» **REQUIRED ACTION**
In the records below, find the line that contains "newpath 2138 121", then write out that line and each one after it exactly, up to and including the last.

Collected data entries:

● ● ● ● ●

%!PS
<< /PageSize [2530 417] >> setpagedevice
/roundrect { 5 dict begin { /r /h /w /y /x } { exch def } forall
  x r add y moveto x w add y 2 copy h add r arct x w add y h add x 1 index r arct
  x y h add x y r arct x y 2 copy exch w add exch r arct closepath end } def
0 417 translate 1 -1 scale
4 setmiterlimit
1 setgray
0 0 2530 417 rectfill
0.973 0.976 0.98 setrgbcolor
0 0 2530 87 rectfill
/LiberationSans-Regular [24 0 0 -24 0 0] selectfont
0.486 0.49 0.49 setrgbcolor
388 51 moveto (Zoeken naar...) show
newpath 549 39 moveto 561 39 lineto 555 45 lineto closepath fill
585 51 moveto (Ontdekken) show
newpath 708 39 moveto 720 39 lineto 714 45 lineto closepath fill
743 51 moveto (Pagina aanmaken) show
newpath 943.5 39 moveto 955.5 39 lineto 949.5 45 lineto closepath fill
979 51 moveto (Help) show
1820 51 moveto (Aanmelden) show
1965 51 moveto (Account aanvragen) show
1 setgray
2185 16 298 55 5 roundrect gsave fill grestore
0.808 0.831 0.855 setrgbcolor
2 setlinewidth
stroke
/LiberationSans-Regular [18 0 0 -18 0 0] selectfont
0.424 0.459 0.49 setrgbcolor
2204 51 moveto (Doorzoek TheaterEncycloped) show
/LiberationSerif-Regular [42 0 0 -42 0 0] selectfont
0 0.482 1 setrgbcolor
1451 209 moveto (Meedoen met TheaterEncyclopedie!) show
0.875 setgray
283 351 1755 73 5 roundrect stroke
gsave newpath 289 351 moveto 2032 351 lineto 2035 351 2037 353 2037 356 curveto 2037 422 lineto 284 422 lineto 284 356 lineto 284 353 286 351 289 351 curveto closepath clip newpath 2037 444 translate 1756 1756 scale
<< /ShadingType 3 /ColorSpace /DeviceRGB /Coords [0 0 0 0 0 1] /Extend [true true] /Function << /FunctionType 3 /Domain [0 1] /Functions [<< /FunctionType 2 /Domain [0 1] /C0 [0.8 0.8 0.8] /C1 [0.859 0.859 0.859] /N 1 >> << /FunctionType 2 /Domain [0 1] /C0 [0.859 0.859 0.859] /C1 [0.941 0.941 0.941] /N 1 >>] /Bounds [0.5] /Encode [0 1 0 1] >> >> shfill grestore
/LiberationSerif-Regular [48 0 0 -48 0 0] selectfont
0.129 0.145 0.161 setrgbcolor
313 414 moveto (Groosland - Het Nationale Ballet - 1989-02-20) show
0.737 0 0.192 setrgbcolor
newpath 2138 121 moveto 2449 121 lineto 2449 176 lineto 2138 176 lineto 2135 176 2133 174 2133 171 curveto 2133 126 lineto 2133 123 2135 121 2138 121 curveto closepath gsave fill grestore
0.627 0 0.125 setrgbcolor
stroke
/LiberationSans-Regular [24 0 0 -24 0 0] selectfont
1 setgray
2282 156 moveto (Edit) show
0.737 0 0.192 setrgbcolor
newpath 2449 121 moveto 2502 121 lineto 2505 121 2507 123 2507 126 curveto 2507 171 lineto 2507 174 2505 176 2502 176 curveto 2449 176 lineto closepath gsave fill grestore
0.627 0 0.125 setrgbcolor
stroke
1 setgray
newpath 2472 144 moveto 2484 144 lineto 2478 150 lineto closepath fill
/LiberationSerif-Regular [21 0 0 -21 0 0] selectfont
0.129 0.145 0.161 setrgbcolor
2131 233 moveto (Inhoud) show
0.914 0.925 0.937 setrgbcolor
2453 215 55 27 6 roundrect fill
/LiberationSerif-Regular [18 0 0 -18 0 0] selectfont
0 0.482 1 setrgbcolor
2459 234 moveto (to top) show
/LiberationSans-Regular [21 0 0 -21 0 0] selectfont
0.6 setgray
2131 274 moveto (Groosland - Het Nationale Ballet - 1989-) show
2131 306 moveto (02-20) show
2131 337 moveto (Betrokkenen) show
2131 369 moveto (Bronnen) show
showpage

● ● ● ● ●

» **EXERCISE OUTPUT**
newpath 2138 121 moveto 2449 121 lineto 2449 176 lineto 2138 176 lineto 2135 176 2133 174 2133 171 curveto 2133 126 lineto 2133 123 2135 121 2138 121 curveto closepath gsave fill grestore
0.627 0 0.125 setrgbcolor
stroke
/LiberationSans-Regular [24 0 0 -24 0 0] selectfont
1 setgray
2282 156 moveto (Edit) show
0.737 0 0.192 setrgbcolor
newpath 2449 121 moveto 2502 121 lineto 2505 121 2507 123 2507 126 curveto 2507 171 lineto 2507 174 2505 176 2502 176 curveto 2449 176 lineto closepath gsave fill grestore
0.627 0 0.125 setrgbcolor
stroke
1 setgray
newpath 2472 144 moveto 2484 144 lineto 2478 150 lineto closepath fill
/LiberationSerif-Regular [21 0 0 -21 0 0] selectfont
0.129 0.145 0.161 setrgbcolor
2131 233 moveto (Inhoud) show
0.914 0.925 0.937 setrgbcolor
2453 215 55 27 6 roundrect fill
/LiberationSerif-Regular [18 0 0 -18 0 0] selectfont
0 0.482 1 setrgbcolor
2459 234 moveto (to top) show
/LiberationSans-Regular [21 0 0 -21 0 0] selectfont
0.6 setgray
2131 274 moveto (Groosland - Het Nationale Ballet - 1989-) show
2131 306 moveto (02-20) show
2131 337 moveto (Betrokkenen) show
2131 369 moveto (Bronnen) show
showpage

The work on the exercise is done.